# Is it ok to feed goats pumpkins? how?



## nuzmom

We have some pumpkins leftover from our garden. Are pumpkins safe to feed to goats? The whole thing - seeds and all? Do you cut it up or just give them the whole thing to chew on?
Thanks for any help!


----------



## Epona142

My husband throws them high into the air.

They explode upon impact.

Then the goats gobble it down.

:rofl

They love it, it's supposed to be a natural dewormer, and it has never caused any harm.

Of course, my goats get a wide variety of produce. Hubby manages a grocery store.


----------



## hsmomof4

They will probably love them. I would just cut them into big chunks, and if they are not used to that sort of thing, give them just a bit at a time...depending on how many goats you have, you might give them one pumpkin to share, and feed more another day.


----------



## buckrun

Our more vigorous foragers will take care of pumpkins without help but we take a cleaver to them and do bite sized pieces to avoid that choking it down as fast as we can thing. 
The seed coats of the pumpkin seeds contain a de-wormer that is effective in single stomach animals like rabbits but I am not so sure about anything in ruminants except the high levels of zinc boosting immune function which can help with some stages of some parasites and pumpkin seed oil is a terrific source of omegas.
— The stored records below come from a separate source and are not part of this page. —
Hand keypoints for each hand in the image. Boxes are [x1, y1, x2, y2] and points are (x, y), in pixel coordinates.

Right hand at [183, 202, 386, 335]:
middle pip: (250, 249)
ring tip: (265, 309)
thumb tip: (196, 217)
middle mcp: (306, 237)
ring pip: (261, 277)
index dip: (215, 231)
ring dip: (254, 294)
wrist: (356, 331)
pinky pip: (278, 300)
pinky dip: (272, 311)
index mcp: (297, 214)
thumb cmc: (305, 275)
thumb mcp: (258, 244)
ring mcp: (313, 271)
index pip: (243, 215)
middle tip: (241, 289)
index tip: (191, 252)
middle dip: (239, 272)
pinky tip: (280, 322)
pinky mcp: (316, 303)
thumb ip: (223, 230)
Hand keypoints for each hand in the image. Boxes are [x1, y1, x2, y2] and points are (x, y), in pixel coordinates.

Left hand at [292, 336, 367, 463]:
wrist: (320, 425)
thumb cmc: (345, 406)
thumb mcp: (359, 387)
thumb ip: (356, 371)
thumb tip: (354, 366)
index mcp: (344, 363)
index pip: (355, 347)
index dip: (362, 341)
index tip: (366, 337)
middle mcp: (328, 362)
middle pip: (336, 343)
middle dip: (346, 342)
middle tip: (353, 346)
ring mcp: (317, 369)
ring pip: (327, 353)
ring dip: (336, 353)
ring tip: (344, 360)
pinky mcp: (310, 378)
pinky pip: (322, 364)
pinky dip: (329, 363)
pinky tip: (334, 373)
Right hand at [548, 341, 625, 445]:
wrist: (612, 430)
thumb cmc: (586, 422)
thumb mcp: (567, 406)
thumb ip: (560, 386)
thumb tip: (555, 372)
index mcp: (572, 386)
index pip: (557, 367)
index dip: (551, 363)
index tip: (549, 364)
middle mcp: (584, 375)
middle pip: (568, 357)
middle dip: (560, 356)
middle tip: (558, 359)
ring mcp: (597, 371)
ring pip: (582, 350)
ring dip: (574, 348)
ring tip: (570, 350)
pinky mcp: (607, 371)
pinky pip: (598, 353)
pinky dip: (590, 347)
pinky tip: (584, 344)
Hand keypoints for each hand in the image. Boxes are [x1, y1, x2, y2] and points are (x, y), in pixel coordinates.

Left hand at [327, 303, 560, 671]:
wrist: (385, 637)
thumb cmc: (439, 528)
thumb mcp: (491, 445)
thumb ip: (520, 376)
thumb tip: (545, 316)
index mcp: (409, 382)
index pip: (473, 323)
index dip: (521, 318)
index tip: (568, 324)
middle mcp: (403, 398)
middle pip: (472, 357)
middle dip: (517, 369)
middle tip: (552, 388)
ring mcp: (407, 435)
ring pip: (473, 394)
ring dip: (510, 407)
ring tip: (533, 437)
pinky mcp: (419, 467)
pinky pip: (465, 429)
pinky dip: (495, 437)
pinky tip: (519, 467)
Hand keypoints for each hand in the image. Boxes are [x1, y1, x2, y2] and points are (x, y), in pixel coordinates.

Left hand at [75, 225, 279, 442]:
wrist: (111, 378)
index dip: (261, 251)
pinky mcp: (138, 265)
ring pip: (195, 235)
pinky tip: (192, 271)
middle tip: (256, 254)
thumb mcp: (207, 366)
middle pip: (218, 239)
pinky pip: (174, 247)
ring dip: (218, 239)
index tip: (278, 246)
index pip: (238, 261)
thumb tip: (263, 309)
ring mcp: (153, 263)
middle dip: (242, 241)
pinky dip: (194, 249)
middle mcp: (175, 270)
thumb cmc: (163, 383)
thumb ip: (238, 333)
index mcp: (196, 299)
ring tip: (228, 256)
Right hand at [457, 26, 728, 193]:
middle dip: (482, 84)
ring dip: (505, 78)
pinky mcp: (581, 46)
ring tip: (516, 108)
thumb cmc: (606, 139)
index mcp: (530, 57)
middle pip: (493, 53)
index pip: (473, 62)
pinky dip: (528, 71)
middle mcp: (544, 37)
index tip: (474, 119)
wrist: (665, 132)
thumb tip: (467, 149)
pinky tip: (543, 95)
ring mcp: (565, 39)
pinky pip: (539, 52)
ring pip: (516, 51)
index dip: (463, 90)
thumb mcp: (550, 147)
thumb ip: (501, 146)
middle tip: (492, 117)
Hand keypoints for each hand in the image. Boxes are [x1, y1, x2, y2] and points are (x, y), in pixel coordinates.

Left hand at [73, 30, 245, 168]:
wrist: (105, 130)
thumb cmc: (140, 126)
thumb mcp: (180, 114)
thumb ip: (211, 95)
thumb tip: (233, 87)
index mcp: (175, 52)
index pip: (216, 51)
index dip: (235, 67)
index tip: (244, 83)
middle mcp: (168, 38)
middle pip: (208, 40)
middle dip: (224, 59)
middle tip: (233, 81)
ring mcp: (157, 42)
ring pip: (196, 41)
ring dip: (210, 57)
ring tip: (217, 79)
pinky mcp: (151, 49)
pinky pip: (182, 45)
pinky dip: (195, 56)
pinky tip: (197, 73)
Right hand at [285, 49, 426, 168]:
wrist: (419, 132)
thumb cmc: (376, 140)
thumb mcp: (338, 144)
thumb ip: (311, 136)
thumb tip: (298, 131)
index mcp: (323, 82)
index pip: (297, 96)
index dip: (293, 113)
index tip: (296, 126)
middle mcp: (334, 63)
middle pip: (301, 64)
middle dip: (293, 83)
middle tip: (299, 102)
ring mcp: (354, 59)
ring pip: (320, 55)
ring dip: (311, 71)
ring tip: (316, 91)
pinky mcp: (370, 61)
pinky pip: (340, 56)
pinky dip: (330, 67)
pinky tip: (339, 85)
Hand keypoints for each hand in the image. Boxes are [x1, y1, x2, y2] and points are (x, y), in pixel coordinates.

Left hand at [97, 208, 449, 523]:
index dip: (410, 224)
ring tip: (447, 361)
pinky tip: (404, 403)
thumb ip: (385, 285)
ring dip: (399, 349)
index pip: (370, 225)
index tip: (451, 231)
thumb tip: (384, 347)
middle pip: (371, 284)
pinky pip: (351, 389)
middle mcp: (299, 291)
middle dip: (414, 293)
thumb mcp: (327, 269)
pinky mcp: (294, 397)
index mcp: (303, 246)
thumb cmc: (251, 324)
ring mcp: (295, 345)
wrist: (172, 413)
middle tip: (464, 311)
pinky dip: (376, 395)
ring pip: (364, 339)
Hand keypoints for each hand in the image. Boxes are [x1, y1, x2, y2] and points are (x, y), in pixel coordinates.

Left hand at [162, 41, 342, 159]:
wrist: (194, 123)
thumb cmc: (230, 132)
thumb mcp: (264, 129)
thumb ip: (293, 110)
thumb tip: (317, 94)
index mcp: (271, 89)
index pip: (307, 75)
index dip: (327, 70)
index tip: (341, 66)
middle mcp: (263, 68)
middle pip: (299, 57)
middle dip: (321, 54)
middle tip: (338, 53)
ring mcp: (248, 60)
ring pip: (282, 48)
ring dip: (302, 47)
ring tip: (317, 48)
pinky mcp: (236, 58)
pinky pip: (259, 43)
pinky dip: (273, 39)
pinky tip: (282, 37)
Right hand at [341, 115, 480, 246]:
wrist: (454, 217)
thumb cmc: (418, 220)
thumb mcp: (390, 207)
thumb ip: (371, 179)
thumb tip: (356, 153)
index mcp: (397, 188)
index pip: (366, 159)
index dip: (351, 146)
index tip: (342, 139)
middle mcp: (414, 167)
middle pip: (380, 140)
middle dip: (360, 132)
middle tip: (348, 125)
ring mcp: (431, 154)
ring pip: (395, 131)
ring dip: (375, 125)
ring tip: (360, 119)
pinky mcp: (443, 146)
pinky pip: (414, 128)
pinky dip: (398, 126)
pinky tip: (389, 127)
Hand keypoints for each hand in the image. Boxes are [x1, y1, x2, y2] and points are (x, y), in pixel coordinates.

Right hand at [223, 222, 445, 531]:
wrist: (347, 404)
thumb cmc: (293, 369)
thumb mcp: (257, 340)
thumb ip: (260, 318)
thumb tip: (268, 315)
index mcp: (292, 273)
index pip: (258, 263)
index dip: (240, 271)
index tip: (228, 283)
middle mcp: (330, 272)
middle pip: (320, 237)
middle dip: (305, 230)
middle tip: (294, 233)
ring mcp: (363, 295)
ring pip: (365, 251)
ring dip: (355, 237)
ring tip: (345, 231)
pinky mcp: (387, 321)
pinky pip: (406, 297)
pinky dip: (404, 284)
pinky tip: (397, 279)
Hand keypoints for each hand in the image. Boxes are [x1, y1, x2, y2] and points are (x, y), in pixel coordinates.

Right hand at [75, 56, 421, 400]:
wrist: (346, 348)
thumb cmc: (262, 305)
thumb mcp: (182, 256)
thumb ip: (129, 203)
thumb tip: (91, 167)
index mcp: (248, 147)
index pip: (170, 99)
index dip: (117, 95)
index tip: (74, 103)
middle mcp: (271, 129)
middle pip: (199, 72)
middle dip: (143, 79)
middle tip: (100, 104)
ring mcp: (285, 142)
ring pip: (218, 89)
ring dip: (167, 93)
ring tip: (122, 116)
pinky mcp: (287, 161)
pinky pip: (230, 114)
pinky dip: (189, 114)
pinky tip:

Any squash will be palatable and safe for goats.


----------



## Hearts In Dixie

We raise extra garden produce every year to give the does some extra treats for nutritional benefits. We usually just throw the pumpkins down hard onto the ground causing them to split open. The does and bucks go crazy for them. I just gutted 19 pumpkins today using the shells with silhouettes cut into them for decoration at my son's wedding rehearsal tomorrow night. My does ate and ate until they had to nap and rest then came back for the rest. 

Marla


----------



## NubianSoaps.com

And here we all thought that our throwing pumpkins into the air and letting them smash was just something peculiar to only our families  Watermelons come to mind also! Goats love them. And if you are lucky you can have all your friends and family bring all their pumpkins also...my goats will not eat, even cut up the little mini pumpkins I decorate with.


----------



## tendermeadowsnigerians

We toss all our leftover pumpkins in to the pasture, the horses to a great job of smashing them and the goats enjoy the treat. The only down side is I now have pumpkins growing all over my pasture from the horses eating the seeds and "deopsiting" them everywhere!


----------



## milkmaidranch

Well, we all learn something no matter how old we get. I do give them watermellons but now I will do the pumpkins also. This has been interesting.


----------



## mysacrificenubians

I guess my goats are weird... They barely touch fresh produce I give them. We had an abundance of watermelon this year and they didn't touch one. Gave them a pumpkin about a week ago and again they just looked at it. 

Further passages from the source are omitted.